6. What plans does the Welsh Government have to use public procurement to strengthen local businesses? OAQ54039
Llywydd, Welsh suppliers now win 52 per cent of the annual £6.2 billion-worth of procurement expenditure in Wales, up from 35 per cent in 2004. We aim to increase this further through the procurement action plan for Wales, which includes new supply chain interventions to increase opportunities for Welsh businesses.
Thank you very much, First Minister. Obviously, the declaration of a climate emergency means we have to reduce our carbon emissions in everything we do, and that, of course, includes reducing food miles. When we are aware that the front runner for the Tory party leadership seems determined to take us out of the European Union with or without a deal on appropriately named Halloween day, when we celebrate the dark arts, that will of course hugely disrupt all our food supplies, including raising the prices of any vegetables and fruit that we import. So, I wondered what plans the Welsh Government has to stimulate an increase in horticultural production in Wales, so that we can supply our schools, our hospitals and our residential homes with fresh local produce.

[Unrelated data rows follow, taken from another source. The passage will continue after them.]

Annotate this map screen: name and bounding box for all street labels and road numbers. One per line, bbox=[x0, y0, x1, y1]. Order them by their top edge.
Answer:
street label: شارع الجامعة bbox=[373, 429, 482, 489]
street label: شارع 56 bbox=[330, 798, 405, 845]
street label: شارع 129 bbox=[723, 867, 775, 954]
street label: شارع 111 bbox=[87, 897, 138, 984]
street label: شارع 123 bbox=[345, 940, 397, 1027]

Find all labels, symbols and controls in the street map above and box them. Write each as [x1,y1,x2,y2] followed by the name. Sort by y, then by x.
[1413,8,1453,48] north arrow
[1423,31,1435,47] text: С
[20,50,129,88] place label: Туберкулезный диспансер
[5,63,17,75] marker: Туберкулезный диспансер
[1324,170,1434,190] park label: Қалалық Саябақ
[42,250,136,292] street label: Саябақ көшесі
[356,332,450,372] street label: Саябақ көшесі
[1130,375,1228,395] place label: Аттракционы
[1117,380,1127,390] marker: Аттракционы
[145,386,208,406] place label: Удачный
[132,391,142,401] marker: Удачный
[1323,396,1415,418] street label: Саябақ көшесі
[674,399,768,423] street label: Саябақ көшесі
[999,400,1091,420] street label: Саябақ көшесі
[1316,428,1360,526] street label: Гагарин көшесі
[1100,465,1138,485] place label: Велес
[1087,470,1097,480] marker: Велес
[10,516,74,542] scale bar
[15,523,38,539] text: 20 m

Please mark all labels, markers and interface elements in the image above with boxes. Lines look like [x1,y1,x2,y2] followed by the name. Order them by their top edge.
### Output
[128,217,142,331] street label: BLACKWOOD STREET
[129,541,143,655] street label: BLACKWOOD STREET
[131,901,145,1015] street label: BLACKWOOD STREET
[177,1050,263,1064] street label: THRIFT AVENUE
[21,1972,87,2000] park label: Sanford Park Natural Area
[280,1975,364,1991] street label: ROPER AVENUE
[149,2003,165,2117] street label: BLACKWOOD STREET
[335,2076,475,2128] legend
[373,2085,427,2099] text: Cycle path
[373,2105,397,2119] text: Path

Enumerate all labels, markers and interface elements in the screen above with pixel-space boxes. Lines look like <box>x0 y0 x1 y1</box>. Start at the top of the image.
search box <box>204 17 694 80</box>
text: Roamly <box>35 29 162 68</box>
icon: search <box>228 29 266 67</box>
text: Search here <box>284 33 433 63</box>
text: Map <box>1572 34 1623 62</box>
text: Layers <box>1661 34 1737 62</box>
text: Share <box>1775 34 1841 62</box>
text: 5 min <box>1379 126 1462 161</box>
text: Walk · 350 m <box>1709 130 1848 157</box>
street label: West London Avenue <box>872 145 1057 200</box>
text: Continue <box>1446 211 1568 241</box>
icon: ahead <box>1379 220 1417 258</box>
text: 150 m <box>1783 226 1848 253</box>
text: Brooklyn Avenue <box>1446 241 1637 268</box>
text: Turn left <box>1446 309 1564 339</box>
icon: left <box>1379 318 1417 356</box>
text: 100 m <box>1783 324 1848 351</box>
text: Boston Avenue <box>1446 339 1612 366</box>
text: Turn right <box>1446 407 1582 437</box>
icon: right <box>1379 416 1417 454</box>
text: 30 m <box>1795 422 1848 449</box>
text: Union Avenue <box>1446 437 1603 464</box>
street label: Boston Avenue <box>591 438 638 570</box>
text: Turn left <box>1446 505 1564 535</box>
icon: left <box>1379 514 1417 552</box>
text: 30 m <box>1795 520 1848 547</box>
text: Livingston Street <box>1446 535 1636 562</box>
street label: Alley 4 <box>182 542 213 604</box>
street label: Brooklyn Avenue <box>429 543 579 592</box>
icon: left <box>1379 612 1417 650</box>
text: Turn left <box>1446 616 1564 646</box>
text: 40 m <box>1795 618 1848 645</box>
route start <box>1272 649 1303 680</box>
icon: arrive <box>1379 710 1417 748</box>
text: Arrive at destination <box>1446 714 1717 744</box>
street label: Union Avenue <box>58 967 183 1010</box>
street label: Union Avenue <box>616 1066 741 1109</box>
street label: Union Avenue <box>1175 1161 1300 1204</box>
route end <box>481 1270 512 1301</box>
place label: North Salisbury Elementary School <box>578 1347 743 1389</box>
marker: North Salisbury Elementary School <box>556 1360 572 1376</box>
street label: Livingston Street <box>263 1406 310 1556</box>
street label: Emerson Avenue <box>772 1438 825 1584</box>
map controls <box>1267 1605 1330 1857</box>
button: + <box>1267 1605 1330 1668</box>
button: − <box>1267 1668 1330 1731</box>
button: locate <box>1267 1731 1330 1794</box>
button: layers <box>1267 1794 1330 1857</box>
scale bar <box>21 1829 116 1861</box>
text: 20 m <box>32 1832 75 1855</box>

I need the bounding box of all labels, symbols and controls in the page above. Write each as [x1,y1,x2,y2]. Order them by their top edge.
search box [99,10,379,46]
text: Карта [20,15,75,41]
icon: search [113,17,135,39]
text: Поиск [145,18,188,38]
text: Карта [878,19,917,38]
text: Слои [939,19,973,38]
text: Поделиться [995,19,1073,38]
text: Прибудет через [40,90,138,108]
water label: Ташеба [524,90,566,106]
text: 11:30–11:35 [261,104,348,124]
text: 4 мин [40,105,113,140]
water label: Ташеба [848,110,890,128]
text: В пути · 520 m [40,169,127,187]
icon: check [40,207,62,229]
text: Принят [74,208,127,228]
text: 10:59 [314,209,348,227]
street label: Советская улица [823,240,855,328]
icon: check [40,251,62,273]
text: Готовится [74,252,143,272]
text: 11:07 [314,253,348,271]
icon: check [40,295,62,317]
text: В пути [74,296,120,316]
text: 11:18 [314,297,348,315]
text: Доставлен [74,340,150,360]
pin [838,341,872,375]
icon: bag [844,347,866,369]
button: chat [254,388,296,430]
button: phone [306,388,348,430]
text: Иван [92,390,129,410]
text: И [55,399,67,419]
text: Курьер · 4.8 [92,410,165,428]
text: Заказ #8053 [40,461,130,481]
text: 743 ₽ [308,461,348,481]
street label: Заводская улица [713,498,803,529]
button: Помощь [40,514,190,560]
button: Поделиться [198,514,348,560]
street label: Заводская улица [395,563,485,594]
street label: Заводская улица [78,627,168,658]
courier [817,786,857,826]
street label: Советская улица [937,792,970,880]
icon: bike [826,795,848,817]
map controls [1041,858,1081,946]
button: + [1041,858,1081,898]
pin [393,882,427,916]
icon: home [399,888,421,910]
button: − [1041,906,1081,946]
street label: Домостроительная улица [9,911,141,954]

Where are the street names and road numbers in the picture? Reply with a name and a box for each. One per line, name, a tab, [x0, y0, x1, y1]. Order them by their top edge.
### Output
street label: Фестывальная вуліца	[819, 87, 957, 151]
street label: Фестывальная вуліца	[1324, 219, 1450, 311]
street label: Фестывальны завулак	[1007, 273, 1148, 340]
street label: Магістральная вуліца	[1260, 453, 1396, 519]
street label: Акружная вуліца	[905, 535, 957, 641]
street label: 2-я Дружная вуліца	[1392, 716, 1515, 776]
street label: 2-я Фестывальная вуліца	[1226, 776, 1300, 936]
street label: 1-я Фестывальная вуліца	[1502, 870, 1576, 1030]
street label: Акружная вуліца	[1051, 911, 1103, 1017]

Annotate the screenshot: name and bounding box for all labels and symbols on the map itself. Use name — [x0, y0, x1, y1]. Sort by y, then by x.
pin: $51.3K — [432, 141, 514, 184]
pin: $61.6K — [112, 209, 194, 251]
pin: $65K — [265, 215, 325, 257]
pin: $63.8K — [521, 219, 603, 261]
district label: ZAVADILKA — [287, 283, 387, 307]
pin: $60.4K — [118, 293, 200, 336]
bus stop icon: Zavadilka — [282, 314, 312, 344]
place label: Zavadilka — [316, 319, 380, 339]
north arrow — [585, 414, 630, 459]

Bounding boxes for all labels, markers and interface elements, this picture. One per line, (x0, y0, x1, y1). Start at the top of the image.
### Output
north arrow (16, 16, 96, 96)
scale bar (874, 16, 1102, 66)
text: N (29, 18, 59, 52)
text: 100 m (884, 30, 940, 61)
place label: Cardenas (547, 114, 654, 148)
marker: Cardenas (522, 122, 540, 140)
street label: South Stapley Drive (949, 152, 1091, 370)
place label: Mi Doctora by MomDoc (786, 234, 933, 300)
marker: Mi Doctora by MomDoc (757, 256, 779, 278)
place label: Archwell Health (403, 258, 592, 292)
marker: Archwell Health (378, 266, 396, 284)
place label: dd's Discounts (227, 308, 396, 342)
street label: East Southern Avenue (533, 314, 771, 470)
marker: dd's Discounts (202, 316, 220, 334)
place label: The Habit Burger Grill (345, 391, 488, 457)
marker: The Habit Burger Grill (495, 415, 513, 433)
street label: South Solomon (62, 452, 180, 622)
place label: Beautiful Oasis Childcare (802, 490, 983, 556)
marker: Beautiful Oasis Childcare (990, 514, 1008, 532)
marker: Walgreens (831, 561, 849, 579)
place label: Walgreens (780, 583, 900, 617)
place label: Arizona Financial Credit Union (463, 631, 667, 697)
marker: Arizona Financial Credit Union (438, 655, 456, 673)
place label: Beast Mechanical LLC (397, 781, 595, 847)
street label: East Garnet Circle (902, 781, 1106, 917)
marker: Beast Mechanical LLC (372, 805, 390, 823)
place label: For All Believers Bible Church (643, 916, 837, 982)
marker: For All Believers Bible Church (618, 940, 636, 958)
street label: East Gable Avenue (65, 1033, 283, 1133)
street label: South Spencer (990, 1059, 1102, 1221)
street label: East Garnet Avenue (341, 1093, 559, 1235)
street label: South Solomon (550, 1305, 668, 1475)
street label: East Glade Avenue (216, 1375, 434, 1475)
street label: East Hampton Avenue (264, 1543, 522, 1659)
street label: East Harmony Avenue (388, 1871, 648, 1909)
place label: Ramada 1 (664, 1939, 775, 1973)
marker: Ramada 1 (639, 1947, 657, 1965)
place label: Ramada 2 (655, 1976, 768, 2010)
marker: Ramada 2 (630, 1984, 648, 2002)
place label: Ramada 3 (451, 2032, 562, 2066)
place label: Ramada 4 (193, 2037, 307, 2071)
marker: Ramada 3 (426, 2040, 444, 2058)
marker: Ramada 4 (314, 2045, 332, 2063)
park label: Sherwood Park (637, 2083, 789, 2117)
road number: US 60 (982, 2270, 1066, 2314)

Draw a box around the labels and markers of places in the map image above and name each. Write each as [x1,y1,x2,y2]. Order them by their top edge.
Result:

I thank Jenny Rathbone for that, Llywydd. I was in Aberystwyth yesterday in the IBERS building to address a meeting of the Farmers Union of Wales. It was a very good place to do that, because of the long and successful history of plant breeding at the institute and the way in which that can support local food production. I heard a lot of both interesting and encouraging ideas that are being developed there as part of any future mid Wales growth deal, to make local food production central to the way in which that deal will be developed using that expertise. When I spoke to the AGM of the FUW they were absolutely seized of the points that Jenny Rathbone has just made, very anxious about the prospects for their industry of leaving the European Union without a deal, fearful of what that will mean for agriculture here in Wales, but interested, definitely, in new possibilities in horticulture. Horticulture is a small but key part of agricultural production here in Wales, and through 'Brexit and our land', which is what I was there to talk to farmers about, I hope that we will, working closely with them, be able to demonstrate that there is a successful future for sustainable farming here in Wales in which sustainable food production and the delivery of public goods go hand in hand, and where new opportunities in horticulture, for exactly the reasons that Jenny Rathbone has outlined, become more available to farming communities in Wales, so that local production of food for local consumption, avoiding food miles, assisting with the impact of Brexit, providing reliable income streams to farmers—all of those things come together in our plan. I was very glad of a chance to explore that with practitioners in the farming world yesterday, and I think that we have a set of ingredients here in Wales that will be successful both in the farming field, but also in the environmental issues to which Jenny Rathbone referred.
Of course, the Welsh Government is a major procurer throughout the whole of Wales, and indeed the organisations that are responsible to the Welsh Government, and so you have a huge amount of influence. You mentioned earlier supply chain interventions; are you able to, or do you, indeed, issue guidance that gives a weighting to organisations so that they can actually give more marks towards, for example, a company that is local, and thereby help to contribute towards a reduction in our climate costs rather than just, say, always going for the cheapest? Because sometimes a slightly more expensive company that's just down the road would be of much greater benefit to the local economy, to the Government and to Wales as a whole.
I thank Angela Burns for those points. Of course, there is guidance issued to procurement services here in Wales. They have to operate within the wider rulebook that the United Kingdom and the European Union operate within, but the purpose of that guidance is to focus the minds of those people who carry out procurement on best value rather than lowest cost in the way that they award contracts. The considerations that Angela Burns has just outlined about impacts in local economies, on employment in those places, in the avoidance of environmental damage through food miles and so on—all of those are legitimate considerations that smart procuring takes into account when it is focused on getting the best value out of public spend, and not just simply the cheapest price.